:: GIVEN DATA ::
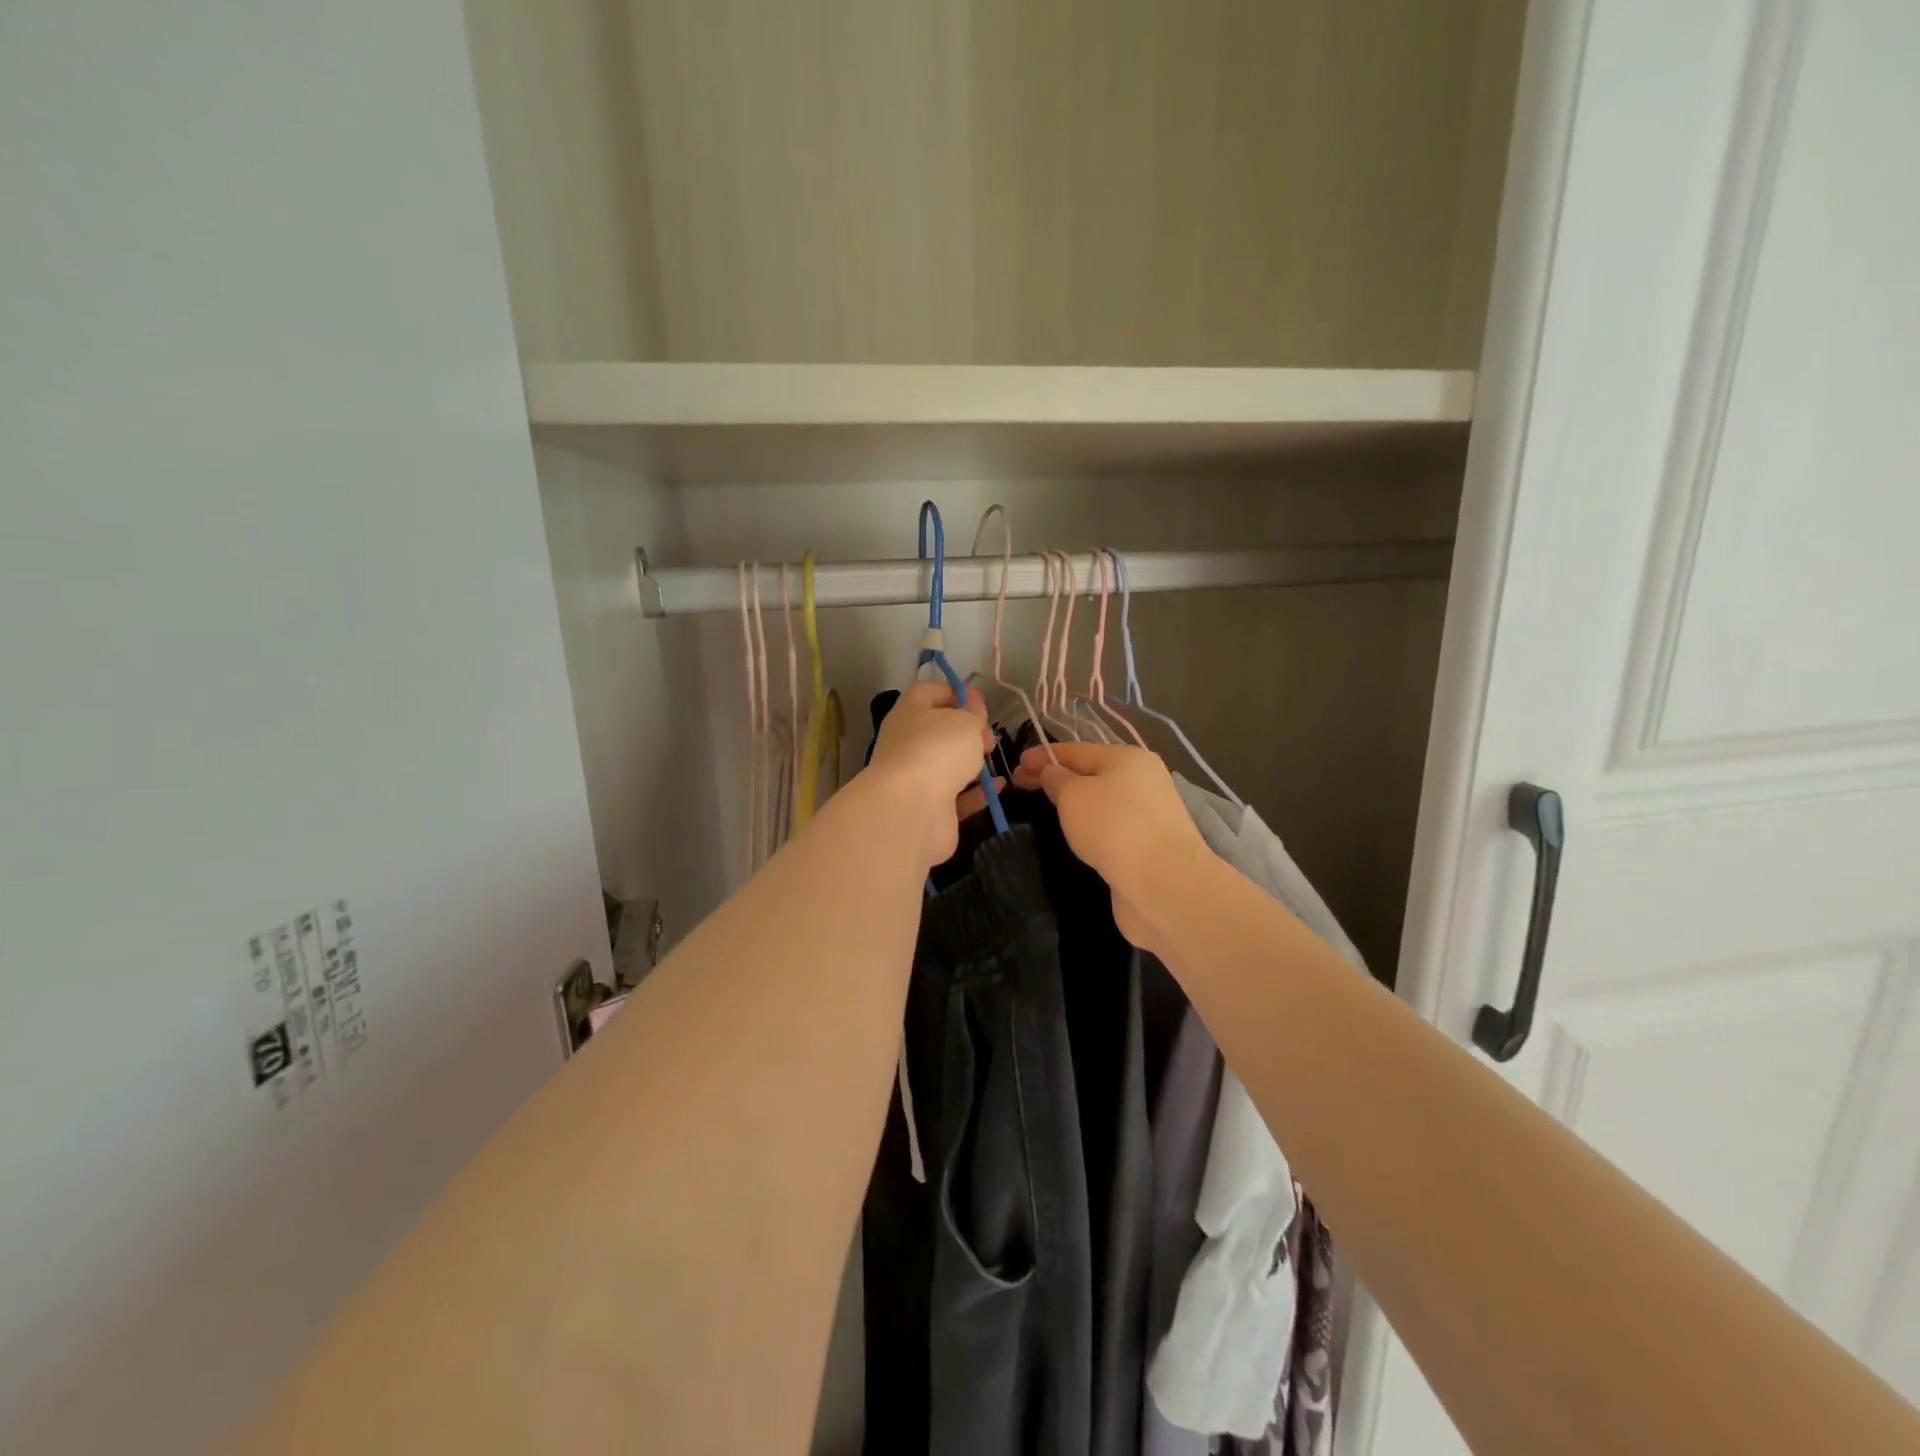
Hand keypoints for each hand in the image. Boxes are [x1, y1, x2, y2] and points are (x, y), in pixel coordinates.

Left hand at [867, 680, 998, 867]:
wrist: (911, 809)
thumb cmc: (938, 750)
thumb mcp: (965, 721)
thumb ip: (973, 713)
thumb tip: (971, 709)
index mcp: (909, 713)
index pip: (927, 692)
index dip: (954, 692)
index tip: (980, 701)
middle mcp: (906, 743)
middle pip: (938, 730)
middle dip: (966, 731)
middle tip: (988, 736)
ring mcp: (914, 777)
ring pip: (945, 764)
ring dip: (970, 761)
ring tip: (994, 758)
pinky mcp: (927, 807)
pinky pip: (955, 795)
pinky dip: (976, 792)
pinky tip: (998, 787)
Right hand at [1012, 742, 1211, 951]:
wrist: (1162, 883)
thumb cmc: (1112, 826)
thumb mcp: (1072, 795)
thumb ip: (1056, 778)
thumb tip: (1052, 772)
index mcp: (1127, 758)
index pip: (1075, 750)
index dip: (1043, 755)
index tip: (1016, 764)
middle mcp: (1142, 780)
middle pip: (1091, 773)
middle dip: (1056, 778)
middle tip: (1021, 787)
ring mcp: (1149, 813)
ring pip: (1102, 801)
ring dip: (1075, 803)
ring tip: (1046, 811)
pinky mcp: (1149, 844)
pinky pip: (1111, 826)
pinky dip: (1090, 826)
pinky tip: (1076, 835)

* * *

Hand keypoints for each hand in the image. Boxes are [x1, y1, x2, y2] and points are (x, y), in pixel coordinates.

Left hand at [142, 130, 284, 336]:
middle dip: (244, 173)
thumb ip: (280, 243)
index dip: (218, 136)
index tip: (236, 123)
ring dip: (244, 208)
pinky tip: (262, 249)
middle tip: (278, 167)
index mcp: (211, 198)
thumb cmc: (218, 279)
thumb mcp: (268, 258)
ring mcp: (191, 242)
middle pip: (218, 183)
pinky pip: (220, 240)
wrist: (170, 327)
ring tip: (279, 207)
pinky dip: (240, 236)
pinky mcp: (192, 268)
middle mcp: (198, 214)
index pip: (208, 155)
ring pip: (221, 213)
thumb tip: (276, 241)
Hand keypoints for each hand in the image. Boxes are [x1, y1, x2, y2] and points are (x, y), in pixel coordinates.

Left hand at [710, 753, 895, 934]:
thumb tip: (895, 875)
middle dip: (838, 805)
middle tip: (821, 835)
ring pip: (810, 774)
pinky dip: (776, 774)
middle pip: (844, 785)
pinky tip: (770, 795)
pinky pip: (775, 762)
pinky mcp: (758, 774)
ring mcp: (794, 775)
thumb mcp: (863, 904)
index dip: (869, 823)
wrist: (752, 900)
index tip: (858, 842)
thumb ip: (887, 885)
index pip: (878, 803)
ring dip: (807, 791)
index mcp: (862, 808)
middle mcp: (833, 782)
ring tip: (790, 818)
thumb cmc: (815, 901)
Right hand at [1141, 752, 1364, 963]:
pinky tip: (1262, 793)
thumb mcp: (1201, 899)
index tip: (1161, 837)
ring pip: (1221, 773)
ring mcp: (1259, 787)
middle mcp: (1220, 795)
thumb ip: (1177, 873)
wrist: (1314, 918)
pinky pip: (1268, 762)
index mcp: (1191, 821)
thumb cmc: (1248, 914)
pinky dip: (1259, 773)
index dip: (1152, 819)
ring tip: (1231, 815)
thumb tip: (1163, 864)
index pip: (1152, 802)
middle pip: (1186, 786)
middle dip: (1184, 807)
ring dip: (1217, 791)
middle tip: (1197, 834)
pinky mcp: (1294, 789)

:: EXERCISE GOAL ::
Set down, exactly as they stand above, the lines starting with the line with "thumb tip: (1052, 772)" and going on through the line with "pinky tip: (1076, 835)", and no others.

:: COMPLETED TASK ::
thumb tip: (1052, 772)
index mcp: (1127, 758)
index pip: (1075, 750)
index dip: (1043, 755)
index tip: (1016, 764)
middle mcp: (1142, 780)
middle pip: (1091, 773)
middle dip: (1056, 778)
middle tip: (1021, 787)
ring mcp: (1149, 813)
ring pip: (1102, 801)
ring dip: (1075, 803)
ring tip: (1046, 811)
pinky mcp: (1149, 844)
pinky pip: (1111, 826)
pinky dip: (1090, 826)
pinky tip: (1076, 835)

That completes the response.